How do you influence employees to practice better security hygiene?

Training is a key part of improving security hygiene. Phishing training can take different forms. 

Traditional phishing training teaches employees what elements of an email are suspicious. Additionally, training also covers how to report such a suspicious email, what to do if you’re a victim of phishing as well as scenarios where the user is presented with a phishing attack that they have to work through.

Phishing simulations are another form of employee training. Phishing simulations send employees fake phishing emails, usually on some regular cadence. These simulated phishing attacks then track which employees open emails and which employees click on links. Employees then receive training about the fake phishing emails. Companies can track the performance of employees. Companies, in turn, can use these metrics to target interventions with certain employees.

There are also immersive training experiences that put employees into virtual battles against hackers. These red / blue games help employees get into the mind of attackers, which helps employees because all employees are target victims of real attackers. This kind of training falls within the realm of gamifying phishing simulations.

What about socializing phishing?

All of the above approaches to phishing training focus on basic metrics — email opens, clicks, etc — with trends to track performance over time. There are no social aspects that leverage these metrics to increase engagement of phishing training and the promotion of good security hygiene.

Contrast the lack of social in phishing training with a new study that found that “shame and disapproval from fellow employees were among the most effective factors deterring surveyed employees from falling for phishing scams.” This is both obvious and eye-opening!

Taking out the “shame and disapproval” of the linked article, the takeaway is that social factors are powerful in influencing security hygiene.

Why not use social factors to influence security hygiene?

There are a lot of reasons. One of the major reasons is that security events are almost always negatives. Opening a phishing email or clicking on a bogus link is a negative action. Sharing that negative action shames people.

The challenge with phishing is that the positive action is either 1) inaction or 2) reporting of suspicious email. Inaction can be tracked, at least using some time-based method to say “if an email is not opened within 72 hours then report it as unopened”. This is how many phishing simulation apps track phishing simulations today. The unopened events are not shared or used to promote behavior through social validation and promotion of that inaction.

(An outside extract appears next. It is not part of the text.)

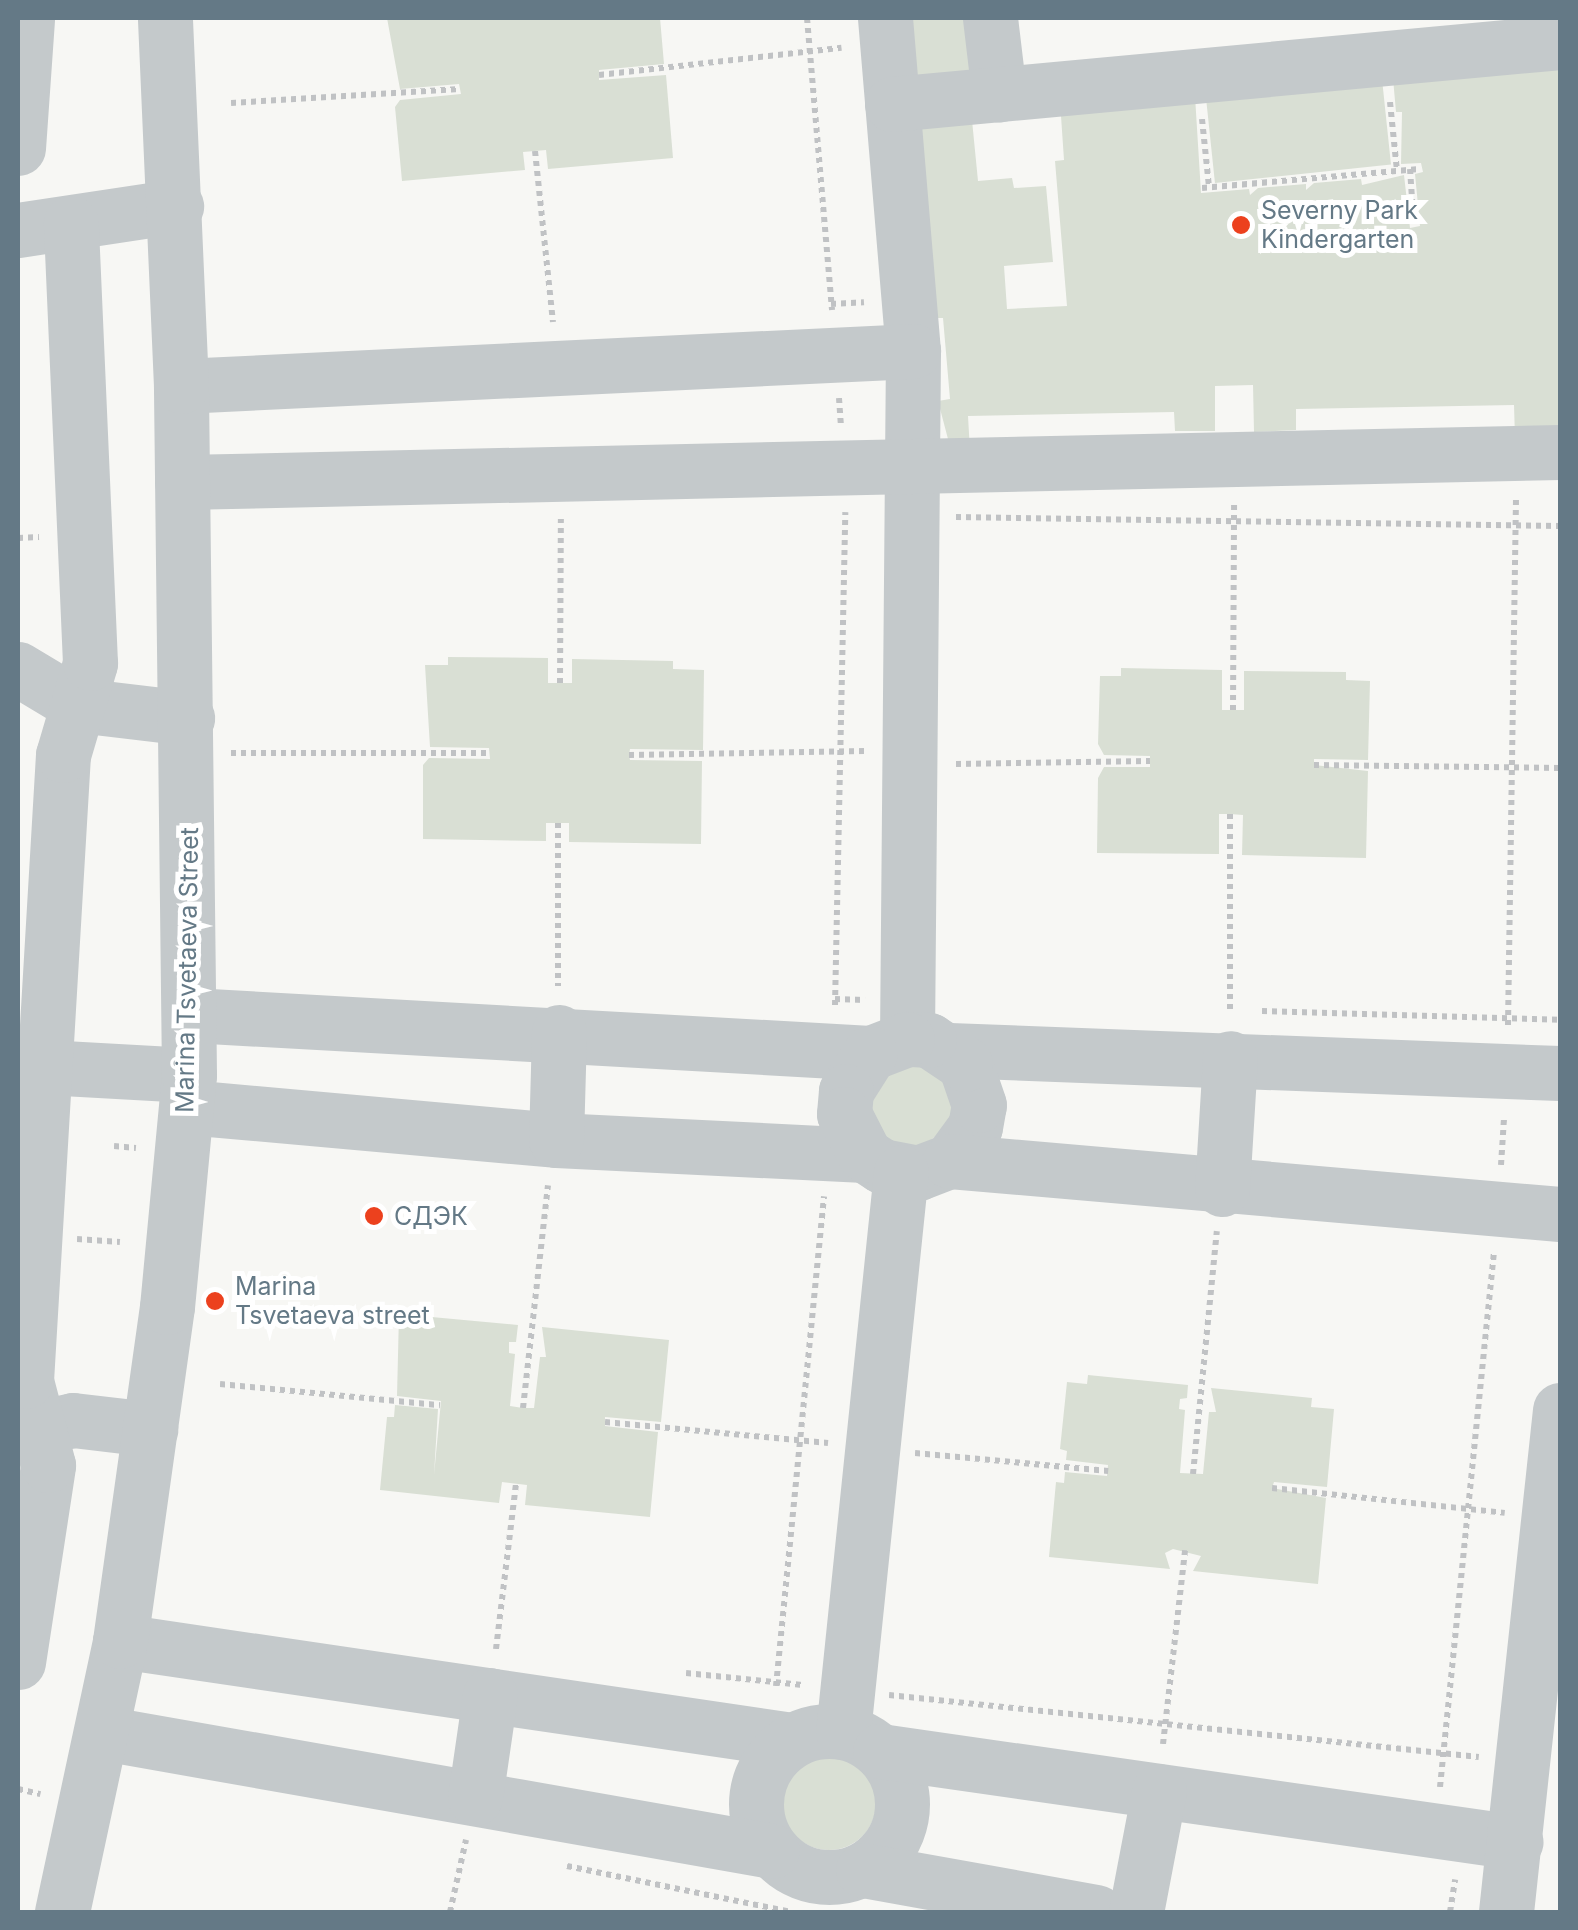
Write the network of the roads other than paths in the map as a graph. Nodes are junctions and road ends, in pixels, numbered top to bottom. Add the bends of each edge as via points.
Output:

Other than inaction, reporting of suspicious email is the other positive action users can take with a suspected phishing email. If you use Gmail, there is a “report phishing” button that can be used but this is to report suspected phishing emails to Gmail, not to track phishing reporting for your phishing simulation provider or for your company. Gmail does not expose this button action via API so phishing simulation apps cannot track it.

In order to track phishing reporting for metrics, phishing simulation apps need to either create a Gmail button to report suspected phishing attacks or an address to which suspected phishing emails can be forward. With either of those features, data on reporting can be collected. This positive action can then be shared.

Some phishing simulation apps have the functionality to track reported phishing attacks but, like unopened rates, this data is not used to garner social validation. 

Not opening phishing emails and reporting phishing emails are positive actions. They are good security hygiene. These positive actions, if shared, can create a positive feedback loop. This positive feedback loop is powerful, likely almost as powerful as the negative feedback loop of “shame and disapproval” that the study linked above found.

This lack of social engagement around phishing training is a missed opportunity to build user engagement. It also misses the leveraging of social dynamics to promote and solidify positive security hygiene.